RECORDED DATA START

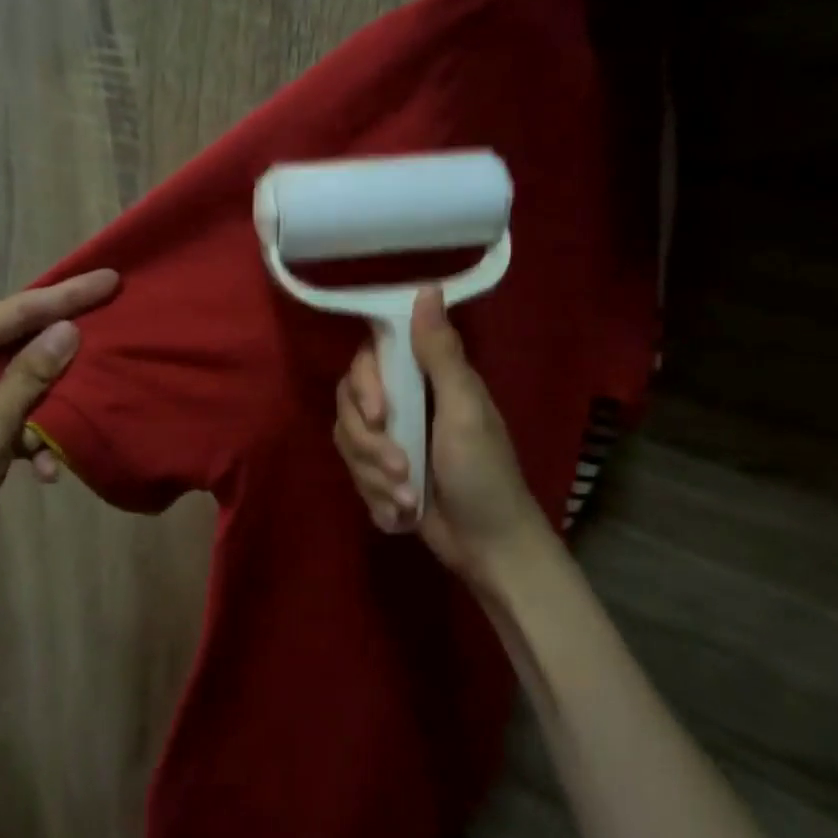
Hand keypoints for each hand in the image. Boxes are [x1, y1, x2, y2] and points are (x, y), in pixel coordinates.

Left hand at [0, 269, 119, 597]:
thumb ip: (30, 376)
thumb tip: (69, 329)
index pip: (11, 313)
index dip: (65, 296)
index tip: (109, 279)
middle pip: (14, 344)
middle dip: (60, 353)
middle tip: (109, 331)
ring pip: (14, 385)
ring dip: (44, 411)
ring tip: (73, 427)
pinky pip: (4, 418)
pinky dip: (26, 438)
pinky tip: (42, 471)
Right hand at [333, 287, 548, 580]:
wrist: (488, 549)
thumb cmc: (484, 474)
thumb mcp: (464, 412)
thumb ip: (440, 354)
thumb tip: (426, 288)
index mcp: (427, 380)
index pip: (370, 360)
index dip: (365, 384)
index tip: (378, 414)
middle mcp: (404, 404)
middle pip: (350, 404)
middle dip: (369, 445)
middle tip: (400, 470)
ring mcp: (391, 441)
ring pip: (348, 442)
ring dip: (374, 477)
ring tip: (408, 500)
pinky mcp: (382, 474)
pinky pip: (354, 474)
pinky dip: (376, 498)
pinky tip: (401, 515)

RECORDED DATA END

THE TASK: Every line that contains the string "index" should be returned from the data.

SOLVED EXERCISE:
index pip: (11, 313)
index dip: (65, 296)
index tip: (109, 279)
index mcp: (427, 380)
index pip: (370, 360)
index dip: (365, 384)
index tip: (378, 414)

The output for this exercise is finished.